California is now facing the problem of what to do with the aged-out solar panels needing replacement. There is no system currently in place to recycle/reclaim the minerals in the panels. I suppose nobody thought of that when they started subsidizing solar systems 15 years or so ago. Solar systems are actually worse for the environment in the long run that fossil fuels. As for the batteries, well, nobody has come up with an answer to that. It's a conundrum.


----------



## Back Pack Hack (Sep 15, 2016)

ItsJustMe said:


> ......... When the grid goes down, a solenoid (?) in the system automatically disconnects your solar from the grid (happens in an instant) ........


Automatic Transfer Switch (ATS).


----------



## ItsJustMe (Dec 12, 2020)

^^^That's It!! Thank you.


----------



## Wolf_Pack (6 mo ago)

Great information, everyone, and I thank you for the time you put into your replies. I am definitely reading as much as I can on this forum as well as other resources I can get access to, on solar.


----------



## KellyDude (11 mo ago)

Yes - the whole 'grid-tie' thing blew my mind when I found out you have no power in an outage - my Primary Reason for considering solar!!! 

I did my own combination of Jackery, Ecoflow and home-built system and have done real-world testing on them.

I decided I can do without washer/dryer, microwave etc in an outage and that greatly reduces need for a monstrous system. I suggest you do the same since most outages are brief and we can live without some machines for awhile.

If you want full backup/alternate power, it'll be tens of thousand$.

Take your time deciding!


----------



## 0rocky (Jan 7, 2018)

ItsJustMe said:


> When I bought my house four years ago, I went to the local power company to sign up for service. In the small print was a statement that said I will purchase electricity ONLY from them.


 Full disclosure, I’m no legal expert, having said that, if you install your own ‘Solar’ I don’t see how that can be construed as buying power elsewhere. After the addition of an Auto Transfer Switch, the utility workers will be safe and all ’should’ be well. Just a thought.


----------



## Back Pack Hack (Sep 15, 2016)

KellyDude said:


> Yes - the whole 'grid-tie' thing blew my mind when I found out you have no power in an outage - my Primary Reason for considering solar!!! .........


That's why I built my own system.... so I'd have total control over the electromotive force I produced.


----------



## Wolf_Pack (6 mo ago)

Definitely not looking for a system that will produce full home generation. Like you have said, and I have seen, I would be paying tens of thousands for that. Just looking for a system I can generate enough power to operate lighting, TV/radio and recharging of phones/powering of communications (including internet). In an emergency or shtf situation, I can wash clothes by hand, I can heat by wood, I can cook outside. Like some have said, the hard part is finding an electrician to hook it all up, as well as deciding about the brands of products. I have found the Backwoods Solar site quite helpful. Still researching.


----------



## Slippy (Nov 14, 2013)

@Wolf_Pack 

Solar is nice to have, and it's is a nice goal to be totally self sufficient. Unfortunately Solar power generation is costly and inefficient. You'll need a back up.

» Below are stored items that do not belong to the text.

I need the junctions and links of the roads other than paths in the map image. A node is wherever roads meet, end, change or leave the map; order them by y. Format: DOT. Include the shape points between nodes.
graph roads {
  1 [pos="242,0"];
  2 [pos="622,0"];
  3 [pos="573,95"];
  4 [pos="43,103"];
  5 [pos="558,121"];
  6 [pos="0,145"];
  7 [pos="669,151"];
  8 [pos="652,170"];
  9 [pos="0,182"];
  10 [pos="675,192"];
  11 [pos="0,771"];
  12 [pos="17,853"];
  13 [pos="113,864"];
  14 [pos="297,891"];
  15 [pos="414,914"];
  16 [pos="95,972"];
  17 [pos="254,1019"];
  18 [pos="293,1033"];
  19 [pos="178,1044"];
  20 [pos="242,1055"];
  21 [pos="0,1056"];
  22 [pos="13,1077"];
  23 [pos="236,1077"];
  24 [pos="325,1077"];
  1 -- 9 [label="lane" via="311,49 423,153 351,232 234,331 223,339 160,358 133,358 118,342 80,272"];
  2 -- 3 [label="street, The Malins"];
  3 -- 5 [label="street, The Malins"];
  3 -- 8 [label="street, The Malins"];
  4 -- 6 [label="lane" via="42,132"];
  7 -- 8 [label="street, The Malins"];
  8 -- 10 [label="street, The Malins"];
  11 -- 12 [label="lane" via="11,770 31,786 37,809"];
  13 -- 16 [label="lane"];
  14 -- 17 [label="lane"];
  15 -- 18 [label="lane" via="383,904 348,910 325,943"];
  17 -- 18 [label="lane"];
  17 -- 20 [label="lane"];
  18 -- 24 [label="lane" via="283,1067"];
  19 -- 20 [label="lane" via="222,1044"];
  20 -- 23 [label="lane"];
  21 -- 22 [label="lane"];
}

My first suggestion is to have a reliable dual fuel generator and a Transfer Switch to enable you to run parts of your house during an emergency grid down situation. 

You can then begin adding solar panels, batteries and inverter. Keep in mind that your generator can then be used to supplement the Sun's power and charge the batteries when needed.

Grid Tie systems are for chumps and green power wannabe fools. Don't be that. Good luck.


----------



## Back Pack Hack (Sep 15, 2016)

Slippy said:


> ....You can then begin adding.. batteries ...


You also will have to replace batteries after time.


----------